Second, the CRNA Opt-Out provides more flexibility, savings and removes the ‘middle-man’ in saving taxpayer and patients money. Many times, nurse anesthetists are the primary ones providing anesthesia for rural neighborhoods in the US. In fact, CRNAs provide millions of Americans in rural areas access to healthcare involving surgical, trauma, pain management anesthesia services. With the requirement of physician supervision before, oftentimes dentists and podiatrists were used. However, they were not relevant and not able to provide significant value-add. At the same time, these ‘supervisors’ did not want to be there with the increased risk of liability.
Thus, without the need of unnecessary supervisors, the patient ends up being the one who benefits with lower medical bills at the end of the day. To clarify, it has been proven in research that Nurse Anesthetist only anesthesia delivery methods are the most cost-effective anesthesia services available. Certainly, with the CRNA Opt-Out, medical centers are able to decide best on the method of quality care for patients in CRNA opt out States.
Recent Status of Nurse Anesthetist Opt-Out States
Due to the Coronavirus (COVID-19), the president issued temporary regulatory approvals permitting the Centers for Medicare & Medicaid Services, also known as CMS, to allow all States to be Opt Out States during the COVID-19 period. This is the CMS CRNA Opt Out. The goal was to free physicians from the supervisory elements to expand the capacity of both doctors and nurse anesthetists.

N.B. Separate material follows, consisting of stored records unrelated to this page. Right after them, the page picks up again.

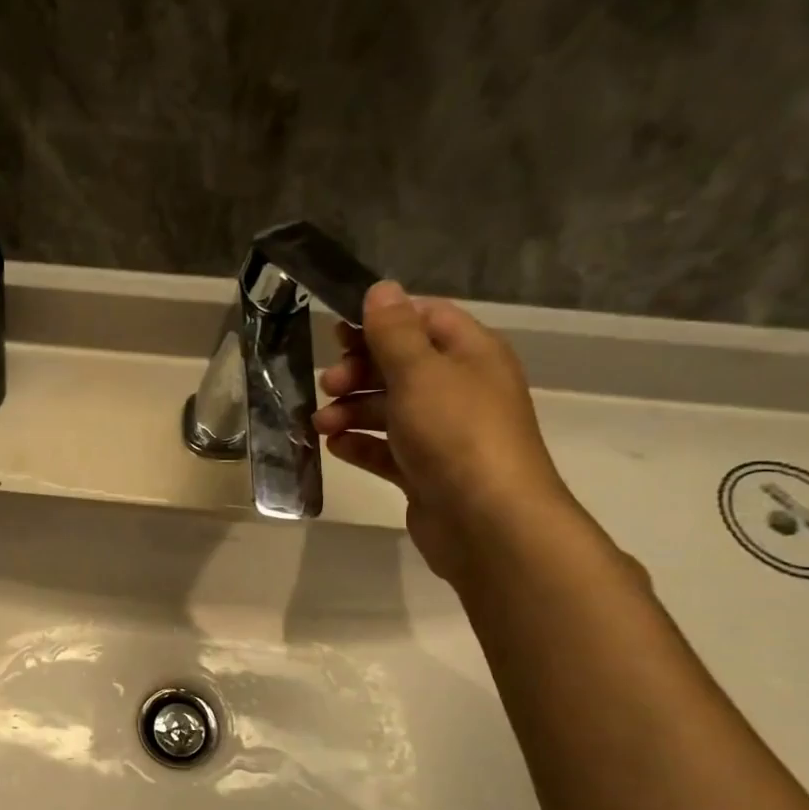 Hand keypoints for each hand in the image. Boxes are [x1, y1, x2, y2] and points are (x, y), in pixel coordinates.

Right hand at [313, 281, 577, 582]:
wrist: (487, 521)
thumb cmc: (456, 433)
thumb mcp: (420, 372)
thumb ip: (394, 331)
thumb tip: (380, 289)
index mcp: (469, 354)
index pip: (424, 318)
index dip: (381, 320)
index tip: (338, 332)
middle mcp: (459, 389)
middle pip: (400, 365)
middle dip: (358, 371)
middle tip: (328, 384)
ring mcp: (442, 433)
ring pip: (388, 409)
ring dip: (350, 411)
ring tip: (321, 425)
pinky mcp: (425, 471)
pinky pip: (386, 449)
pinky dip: (360, 445)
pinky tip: (336, 447) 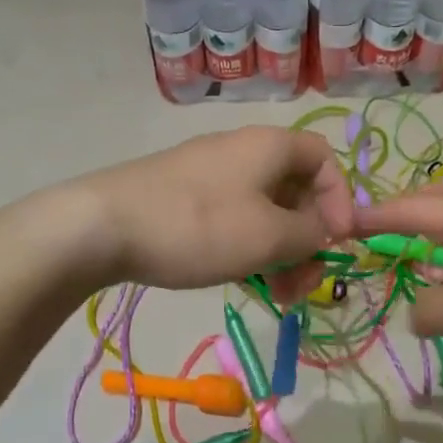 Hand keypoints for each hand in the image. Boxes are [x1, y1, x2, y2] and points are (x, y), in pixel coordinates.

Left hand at [73, 127, 353, 295]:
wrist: (102, 226)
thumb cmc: (198, 226)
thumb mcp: (268, 236)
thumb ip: (311, 234)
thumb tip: (325, 230)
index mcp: (269, 147)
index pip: (324, 160)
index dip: (340, 200)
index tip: (337, 242)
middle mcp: (243, 151)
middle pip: (295, 189)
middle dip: (308, 238)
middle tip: (304, 283)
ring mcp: (210, 174)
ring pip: (264, 210)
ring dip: (280, 252)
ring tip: (277, 296)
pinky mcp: (184, 197)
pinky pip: (234, 217)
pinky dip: (249, 248)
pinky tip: (244, 282) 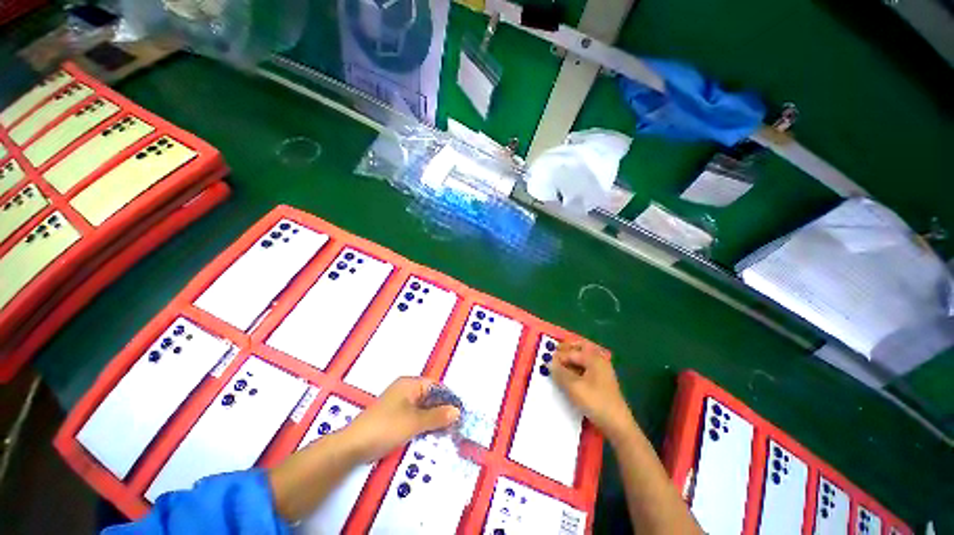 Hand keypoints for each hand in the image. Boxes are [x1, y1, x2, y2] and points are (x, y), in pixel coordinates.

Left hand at [340, 377, 460, 462]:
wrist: (353, 446)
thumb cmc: (385, 427)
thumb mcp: (414, 422)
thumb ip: (437, 416)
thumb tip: (457, 411)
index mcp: (410, 384)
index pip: (435, 386)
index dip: (448, 397)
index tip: (460, 411)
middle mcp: (406, 391)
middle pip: (430, 397)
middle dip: (442, 410)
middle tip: (456, 424)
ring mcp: (400, 404)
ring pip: (424, 409)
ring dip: (434, 419)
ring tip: (448, 431)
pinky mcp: (395, 418)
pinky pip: (416, 417)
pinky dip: (425, 424)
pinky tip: (433, 435)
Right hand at [550, 342, 635, 442]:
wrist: (617, 425)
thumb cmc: (595, 402)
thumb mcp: (574, 387)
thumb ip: (560, 372)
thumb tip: (549, 363)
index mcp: (594, 359)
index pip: (572, 352)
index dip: (558, 356)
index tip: (546, 359)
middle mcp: (599, 361)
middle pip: (581, 349)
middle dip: (567, 350)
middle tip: (554, 353)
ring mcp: (602, 372)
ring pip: (583, 359)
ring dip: (571, 358)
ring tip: (559, 365)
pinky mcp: (601, 383)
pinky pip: (586, 368)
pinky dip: (576, 367)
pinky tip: (569, 375) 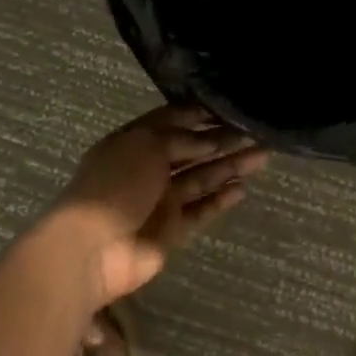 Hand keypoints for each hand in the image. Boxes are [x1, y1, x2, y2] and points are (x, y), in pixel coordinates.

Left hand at [35, 104, 268, 308]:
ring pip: (202, 178)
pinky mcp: (173, 229)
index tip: (230, 107)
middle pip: (192, 149)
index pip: (172, 121)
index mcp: (134, 141)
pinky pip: (201, 209)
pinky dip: (220, 199)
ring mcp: (161, 200)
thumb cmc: (115, 184)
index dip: (200, 114)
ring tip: (263, 155)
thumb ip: (183, 139)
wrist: (93, 248)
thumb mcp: (147, 146)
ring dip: (230, 166)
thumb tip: (211, 138)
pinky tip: (242, 189)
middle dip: (223, 140)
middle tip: (257, 132)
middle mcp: (149, 167) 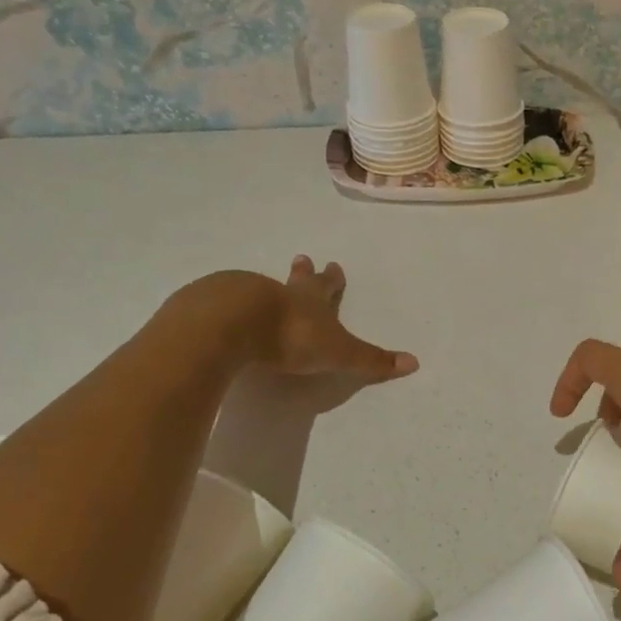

Overall, medical professionals saw the new approvals very positively and welcomed the increased hospital capacity and expansion of the healthcare workforce quickly.
Best CRNA Programs
We spent hundreds of hours studying all CRNA schools and interviewing over 125 nurse anesthetists to create our exclusive list of Best CRNA Schools. If you’re a CRNA learning about Opt-Out States, please visit the Best CRNA programs and let us know feedback and comments on your CRNA School program to help prospective nurse anesthetist students to support our profession.
The Future of CRNA Opt-Out States
In the year 2020, the two new CRNA States that opted out of physician supervision of CRNAs were Oklahoma (August 2020) and Arizona (March 2020).
I believe eventually, all 50 States in the United States will be CRNA Opt Out States. The COVID-19 temporary regulatory approvals was a great a positive initial step in the right direction. In other words, it gives opportunities for all States to realize the capabilities of nurse anesthetists especially during such a critical time. Time and again, studies have proven that CRNAs-only anesthesia is the most cost effective and safe option available. This will only be cemented further by the new requirements that starting 2025, all CRNA schools will be doctoral degree programs rather than master’s degree programs. Although CRNA Opt Out has taken longer than anyone anticipated, we have been making progress and are working towards the positive trend which will happen eventually.